Abstract

Housing research and sociological research on ‘home’ has under-explored Houses in Multiple Occupation (HMOs) as a form of specific and relatively marginalised housing tenure. In this paper we utilise data collected through participant photography and interviews with vulnerable HMO residents in a seaside town to explore their experiences of homemaking in HMOs. Drawing on literatures on home, identity and wellbeing we explore how HMO residents create a home in the space in which they live and how where they live simultaneously moulds their sense of identity. Our analysis is based upon interviews with, and photographs taken by, HMO residents. We highlight how home is created and experienced in a setting where basic levels of privacy can be hard to maintain, where space is constrained, and where residents would often prefer to live elsewhere.
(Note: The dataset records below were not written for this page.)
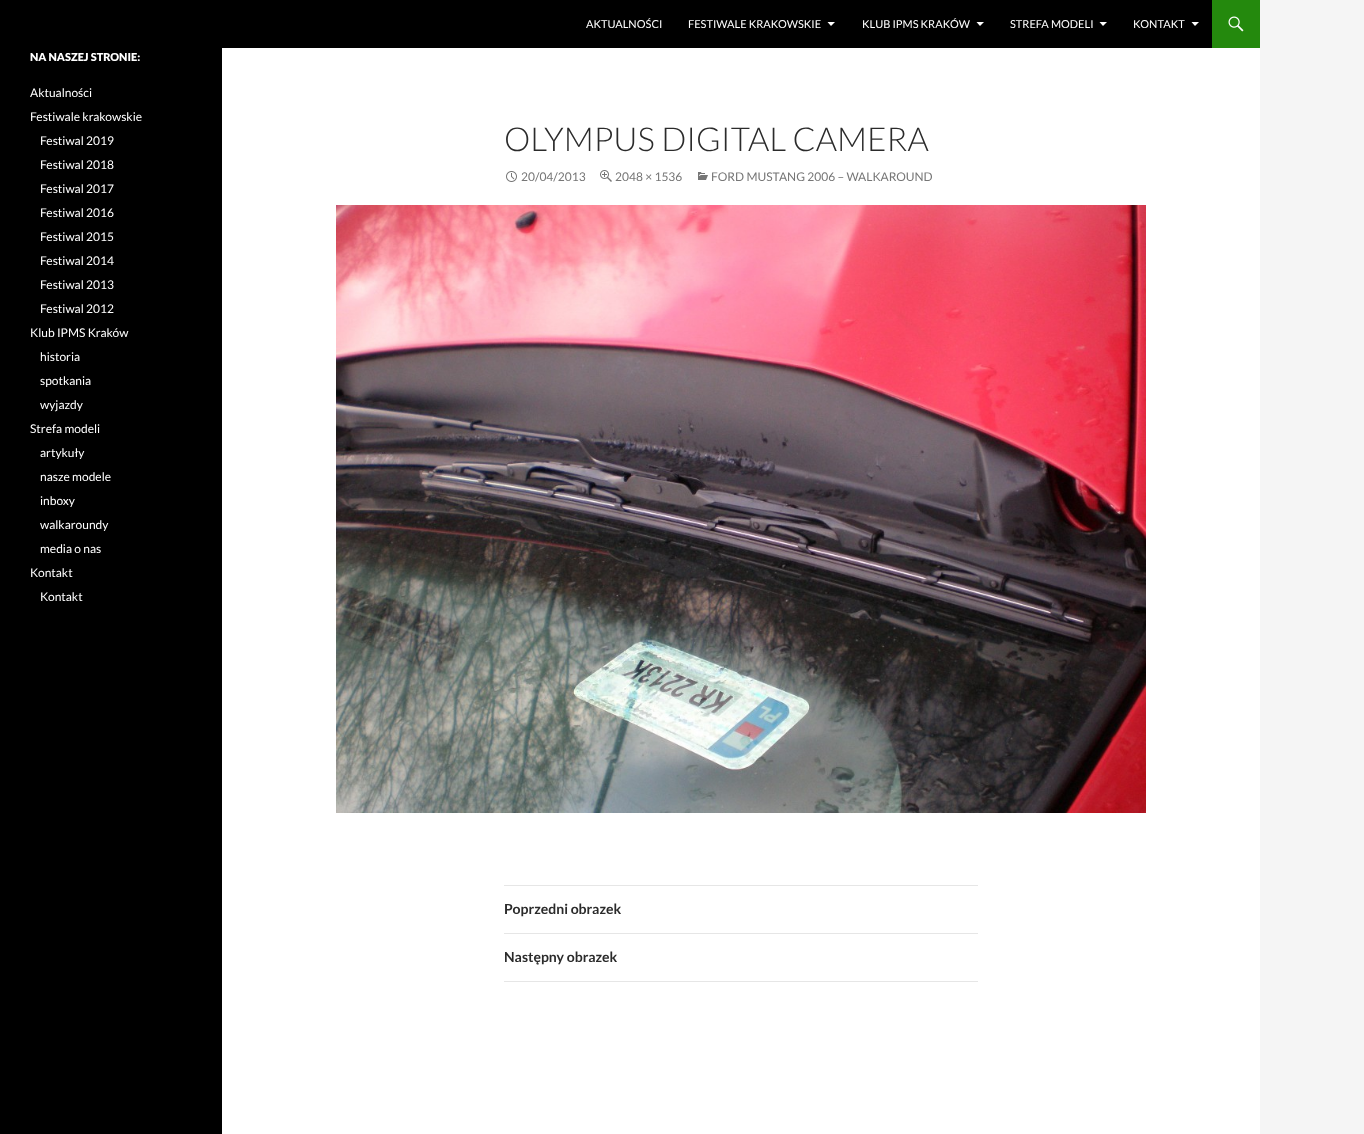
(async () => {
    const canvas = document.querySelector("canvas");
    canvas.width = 1364;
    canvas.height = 1134;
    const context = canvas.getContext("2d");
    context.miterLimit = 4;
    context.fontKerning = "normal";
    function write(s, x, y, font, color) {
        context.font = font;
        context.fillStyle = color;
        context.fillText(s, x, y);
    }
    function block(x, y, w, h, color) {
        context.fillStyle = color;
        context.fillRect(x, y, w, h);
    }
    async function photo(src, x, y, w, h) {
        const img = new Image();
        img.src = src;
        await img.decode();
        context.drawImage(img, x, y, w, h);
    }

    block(0, 0, 1364, 1134, "rgb(245, 245, 245)");
    block(222, 48, 1038, 1086, "rgb(255, 255, 255)");
    block(0, 0, 1212, 48, "rgb(0, 0, 0)");
    write("AKTUALNOŚCI", 586, 28, "11px Lato", "rgb(255, 255, 255)");
    write("FESTIWALE KRAKOWSKIE", 688, 28, "11px Lato", "rgb(255, 255, 255)");
    context.beginPath();
    context.moveTo(827.5, 22);
    context.lineTo(831, 26);
    context.lineTo(835, 22);
    context.closePath();
    context.fill();
    write("KLUB IPMS KRAKÓW", 862, 28, "11px Lato", "rgb(255, 255, 255)");
    context.beginPath();
    context.moveTo(976.5, 22);
    context.lineTo(980, 26);
    context.lineTo(984, 22);
    context.closePath();
    context.fill();
    write("STREFA MODELI", 1010, 28, "11px Lato", "rgb(255, 255, 255)");
    context.beginPath();
    context.moveTo(1099.5, 22);
    context.lineTo(1103, 26);
    context.lineTo(1107, 22);
    context.closePath();
    context.fill();
    write("KONTAKT", 1133, 28, "11px Lato", "rgb(255, 255, 255)");
    context.beginPath();
    context.moveTo(1191.5, 22);
    context.lineTo(1195, 26);
    context.lineTo(1199, 22);
    context.closePath();
    context.fill();
    block(1212, 0, 48, 48, "rgb(36, 137, 13)");
    await photo("media/1.png", 1228, 16, 16, 16);
    block(0, 48, 222, 1086, "rgb(0, 0, 0)");
    write("NA NASZEJ STRONIE:", 30, 61, "900 11px Lato", "rgb(255, 255, 255)");
    write("Aktualności", 30, 97, "12px Lato", "rgb(255, 255, 255)");
    write("Festiwale krakowskie", 30, 121, "12px Lato", "rgb(255, 255, 255)");
    write("Festiwal 2019", 40, 145, "12px Lato", "rgb(255, 255, 255)");
    write("Festiwal 2018", 40, 169, "12px Lato", "rgb(255, 255, 255)");
    write("Festiwal 2017", 40, 193, "12px Lato", "rgb(255, 255, 255)");
    write("Festiwal 2016", 40, 217, "12px Lato", "rgb(255, 255, 255)");
    write("Festiwal 2015", 40, 241, "12px Lato", "rgb(255, 255, 255)");
    write("Festiwal 2014", 40, 265, "12px Lato", "rgb(255, 255, 255)");
    write("Festiwal 2013", 40, 289, "12px Lato", "rgb(255, 255, 255)");
    write("Festiwal 2012", 40, 313, "12px Lato", "rgb(255, 255, 255)");
    write("Klub IPMS Kraków", 30, 337, "12px Lato", "rgb(255, 255, 255)");
    write("historia", 40, 361, "12px Lato", "rgb(255, 255, 255)");
    write("spotkania", 40, 385, "12px Lato", "rgb(255, 255, 255)");
    write("wyjazdy", 40, 409, "12px Lato", "rgb(255, 255, 255)");
    write("Strefa modeli", 30, 433, "12px Lato", "rgb(255, 255, 255)");
    write("artykuły", 40, 457, "12px Lato", "rgb(255, 255, 255)");
    write("nasze modele", 40, 481, "12px Lato", "rgb(255, 255, 255)");
    write("inboxy", 40, 505, "12px Lato", "rgb(255, 255, 255)");
    write("walkaroundy", 40, 529, "12px Lato", "rgb(255, 255, 255)");
    write("media o nas", 40, 553, "12px Lato", "rgb(255, 255, 255)");
    write("Kontakt", 30, 577, "12px Lato", "rgb(255, 255, 255)");
    write("Kontakt", 40, 601, "12px Lato", "rgb(255, 255, 255)");
    write("OLYMPUS DIGITAL CAMERA", 504, 151, "300 33px Lato", "rgb(43, 43, 43)");
    await photo("media/2.png", 506, 171, 11, 11);
    write("20/04/2013", 521, 181, "12px Lato", "rgb(118, 118, 118)");
    await photo("media/3.png", 600, 170, 12, 12);
    write("2048 × 1536", 615, 181, "12px Lato", "rgb(118, 118, 118)");
    await photo("media/4.png", 698, 172, 10, 8);
    write("FORD MUSTANG 2006 – WALKAROUND", 711, 181, "12px Lato", "rgb(118, 118, 118)");
    await photo("media/5.png", 336, 205, 810, 608);
    block(504, 885, 474, 1, "rgb(230, 230, 230)");
    block(504, 933, 474, 1, "rgb(230, 230, 230)");
    write("Poprzedni obrazek", 504, 914, "bold 14px Lato", "rgb(43, 43, 43)");
    block(504, 981, 474, 1, "rgb(230, 230, 230)");
    write("Następny obrazek", 504, 962, "bold 14px Lato", "rgb(43, 43, 43)");
})();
The meaning of ‘home’ in a HMO is influenced by personal histories and circumstances, by the normative attitudes towards housing in the UK, as well as by the space itself. The impact that living in a HMO might have on a tenant's identity and as a consequence their wellbeing is therefore highly contextual – not solely due to the characteristics of the property itself and the stigma some associate with this housing type but as an outcome of how the tenants relate to the property given their own preferences, conditioning and previous housing experience. There was variation in the extent to which respondents wanted their room to reflect, project or build their identity.